Skip to main content

Data Source - Bizintel360 Data Lake

Bizintel360 Data Lake is a search engine based NO-SQL database owned by Bizdata. Users can ingest petabyte, zettabyte, yottabyte  of records both structured and unstructured for Analytics, Storage, Machine Learning and deep learning.

Bizintel360 Data Lake Source is a connection pool in eZintegrations platform to retrieve data in JSON format.

Response from Bizintel360 Data Lake source is stored in key `bizdata_dataset_response` . If you are using Single Line to Multiline Operations as a next operation in your pipeline then the `Chop key` will have value as 

['bizdata_dataset_response']

Bizintel360 Data Lake Source have following Parameters :

Data Lake Version : Data Lake Version is the Data Lake Name and its version assigned to the organization by Bizdata

Index / Table Name: Index or Table name that you want to retrieve data from Data Lake. For the List of table name or index, check `Datalake` section in Bizintel360 Visualization product.

Pagination Wait Time : By default it is 2m, where m is minute. Pagination is a standard API capability. Bizintel360 Data Lake source retrieve data in paginated way. This parameter is to set as how long need to wait for next page. If the response of Table/Index is very high ( having 100+ keys in a single record) then try increasing the `Pagination Wait Time'. In general `2m` is sufficient to stream data. Use this when you have high network traffic congestion.

Can also use `h` for hours and `s` for seconds

Timeout : By default it is `2m`, where m is minute. In general `2m` is high enough to get response from Bizintel360 Data Lake. Increase this when response from Bizintel360 Data Lake is slow. This can happen when the Data Lake Cluster size is small. Reach out to Bizdata support team to make a increase in cluster size of Bizintel360 Data Lake.

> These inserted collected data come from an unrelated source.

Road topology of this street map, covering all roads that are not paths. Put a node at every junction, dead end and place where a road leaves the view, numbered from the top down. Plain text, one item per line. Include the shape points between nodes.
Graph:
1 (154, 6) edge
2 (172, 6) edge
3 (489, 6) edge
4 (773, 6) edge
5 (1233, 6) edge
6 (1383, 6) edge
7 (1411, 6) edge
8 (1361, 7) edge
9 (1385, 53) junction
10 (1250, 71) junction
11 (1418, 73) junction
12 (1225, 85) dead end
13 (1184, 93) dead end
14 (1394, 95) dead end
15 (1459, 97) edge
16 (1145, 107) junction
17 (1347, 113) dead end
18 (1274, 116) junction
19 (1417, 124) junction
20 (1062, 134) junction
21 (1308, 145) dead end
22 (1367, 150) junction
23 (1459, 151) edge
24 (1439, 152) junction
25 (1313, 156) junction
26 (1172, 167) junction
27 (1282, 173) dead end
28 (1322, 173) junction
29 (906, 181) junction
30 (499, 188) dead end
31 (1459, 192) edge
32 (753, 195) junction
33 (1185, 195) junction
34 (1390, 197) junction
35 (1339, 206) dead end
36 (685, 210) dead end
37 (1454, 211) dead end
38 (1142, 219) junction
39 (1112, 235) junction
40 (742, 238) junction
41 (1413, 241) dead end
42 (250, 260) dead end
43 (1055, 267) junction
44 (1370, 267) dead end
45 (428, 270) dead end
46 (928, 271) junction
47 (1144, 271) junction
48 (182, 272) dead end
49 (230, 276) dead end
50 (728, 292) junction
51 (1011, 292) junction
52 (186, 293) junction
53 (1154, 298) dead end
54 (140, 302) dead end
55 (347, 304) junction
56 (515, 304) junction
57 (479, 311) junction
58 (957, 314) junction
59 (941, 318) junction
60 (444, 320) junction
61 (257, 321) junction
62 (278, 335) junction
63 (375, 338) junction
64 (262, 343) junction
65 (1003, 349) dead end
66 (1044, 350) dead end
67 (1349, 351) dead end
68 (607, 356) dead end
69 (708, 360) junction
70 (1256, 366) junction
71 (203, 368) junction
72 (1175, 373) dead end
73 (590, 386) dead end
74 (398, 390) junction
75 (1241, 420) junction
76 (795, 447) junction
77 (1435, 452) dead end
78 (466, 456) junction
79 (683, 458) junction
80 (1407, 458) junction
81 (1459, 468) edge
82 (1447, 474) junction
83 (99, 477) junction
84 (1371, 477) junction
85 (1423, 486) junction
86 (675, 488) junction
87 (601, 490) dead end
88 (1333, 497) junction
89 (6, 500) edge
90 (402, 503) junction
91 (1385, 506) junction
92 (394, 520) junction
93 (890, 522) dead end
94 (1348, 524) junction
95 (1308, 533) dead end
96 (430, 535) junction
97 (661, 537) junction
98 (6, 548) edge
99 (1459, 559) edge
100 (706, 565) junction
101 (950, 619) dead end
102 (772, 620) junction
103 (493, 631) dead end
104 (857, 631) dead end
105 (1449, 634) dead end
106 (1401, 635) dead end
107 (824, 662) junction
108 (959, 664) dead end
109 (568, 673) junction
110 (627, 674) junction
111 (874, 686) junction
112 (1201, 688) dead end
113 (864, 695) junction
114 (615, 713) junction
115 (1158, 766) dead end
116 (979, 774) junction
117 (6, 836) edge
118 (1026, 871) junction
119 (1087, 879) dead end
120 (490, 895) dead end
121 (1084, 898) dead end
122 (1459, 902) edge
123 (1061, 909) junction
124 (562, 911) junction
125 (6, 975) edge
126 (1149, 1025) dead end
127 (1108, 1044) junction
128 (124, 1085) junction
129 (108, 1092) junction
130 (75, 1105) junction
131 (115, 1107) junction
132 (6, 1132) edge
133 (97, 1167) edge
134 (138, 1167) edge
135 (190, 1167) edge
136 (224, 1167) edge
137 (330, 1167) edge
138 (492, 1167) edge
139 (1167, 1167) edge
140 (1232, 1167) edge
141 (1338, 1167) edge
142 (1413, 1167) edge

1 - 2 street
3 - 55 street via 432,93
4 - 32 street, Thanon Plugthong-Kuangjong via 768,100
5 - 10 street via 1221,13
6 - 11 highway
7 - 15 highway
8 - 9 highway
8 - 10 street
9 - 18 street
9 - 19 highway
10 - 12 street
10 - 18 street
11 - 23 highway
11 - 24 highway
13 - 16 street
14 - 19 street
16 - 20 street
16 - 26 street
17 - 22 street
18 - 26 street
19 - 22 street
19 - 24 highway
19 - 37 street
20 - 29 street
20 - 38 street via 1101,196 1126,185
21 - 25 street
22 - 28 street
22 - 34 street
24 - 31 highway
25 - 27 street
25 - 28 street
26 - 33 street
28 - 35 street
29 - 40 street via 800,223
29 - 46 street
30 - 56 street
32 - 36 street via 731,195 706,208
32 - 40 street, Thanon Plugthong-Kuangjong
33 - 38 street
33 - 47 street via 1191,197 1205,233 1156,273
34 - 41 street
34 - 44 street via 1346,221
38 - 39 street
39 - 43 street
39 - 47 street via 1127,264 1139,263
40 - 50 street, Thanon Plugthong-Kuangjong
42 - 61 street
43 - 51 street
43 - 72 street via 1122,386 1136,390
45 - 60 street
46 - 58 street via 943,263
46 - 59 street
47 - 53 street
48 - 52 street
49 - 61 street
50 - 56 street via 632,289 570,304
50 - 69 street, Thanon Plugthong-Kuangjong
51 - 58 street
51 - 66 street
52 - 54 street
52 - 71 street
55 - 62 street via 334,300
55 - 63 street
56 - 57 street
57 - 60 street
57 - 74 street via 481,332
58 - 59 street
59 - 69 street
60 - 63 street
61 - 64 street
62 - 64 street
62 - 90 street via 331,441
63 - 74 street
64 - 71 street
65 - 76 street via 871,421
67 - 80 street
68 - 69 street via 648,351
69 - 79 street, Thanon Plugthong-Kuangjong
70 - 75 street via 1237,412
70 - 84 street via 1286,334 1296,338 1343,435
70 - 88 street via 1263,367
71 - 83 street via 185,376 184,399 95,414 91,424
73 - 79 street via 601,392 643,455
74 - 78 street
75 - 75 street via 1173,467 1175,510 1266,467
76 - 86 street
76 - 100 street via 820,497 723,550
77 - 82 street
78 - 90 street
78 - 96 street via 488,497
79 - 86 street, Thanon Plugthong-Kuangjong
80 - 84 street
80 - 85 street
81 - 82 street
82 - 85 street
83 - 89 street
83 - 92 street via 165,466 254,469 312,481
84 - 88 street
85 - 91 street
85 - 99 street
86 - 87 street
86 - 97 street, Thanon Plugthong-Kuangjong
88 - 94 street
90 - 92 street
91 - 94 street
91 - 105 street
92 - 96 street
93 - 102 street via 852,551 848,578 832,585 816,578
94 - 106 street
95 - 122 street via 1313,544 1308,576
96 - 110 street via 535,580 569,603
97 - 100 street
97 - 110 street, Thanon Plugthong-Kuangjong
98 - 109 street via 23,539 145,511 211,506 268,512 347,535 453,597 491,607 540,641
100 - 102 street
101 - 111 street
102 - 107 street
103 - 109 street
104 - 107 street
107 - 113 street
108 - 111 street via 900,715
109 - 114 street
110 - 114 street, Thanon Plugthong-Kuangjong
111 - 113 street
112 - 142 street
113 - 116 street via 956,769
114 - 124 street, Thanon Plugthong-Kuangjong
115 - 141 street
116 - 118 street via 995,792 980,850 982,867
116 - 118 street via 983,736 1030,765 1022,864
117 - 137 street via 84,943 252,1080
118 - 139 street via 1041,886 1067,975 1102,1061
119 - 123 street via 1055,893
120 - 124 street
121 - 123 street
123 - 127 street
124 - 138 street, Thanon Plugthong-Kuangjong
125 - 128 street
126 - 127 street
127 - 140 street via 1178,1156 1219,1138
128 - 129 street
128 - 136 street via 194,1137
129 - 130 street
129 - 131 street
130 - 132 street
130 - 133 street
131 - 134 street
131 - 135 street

Can also use `h` for hours and `s` for seconds

Size : By default it is `1000`. Size is number of streaming record count from Bizintel360 Data Lake source. The source will stream the records inside pipeline in size of 1000 chunks and move to operations and finally to Data Target. This can be increased to max of 10,000 records in case of use case like one-time historical data loads.

For better performance and durability `1000` is recommended size. This size helps to realize 1000 records in target faster and makes perfection in real-time data processing.

Query : JSON Body based query to retrieve data from tables/index of Bizintel360 Data Lake.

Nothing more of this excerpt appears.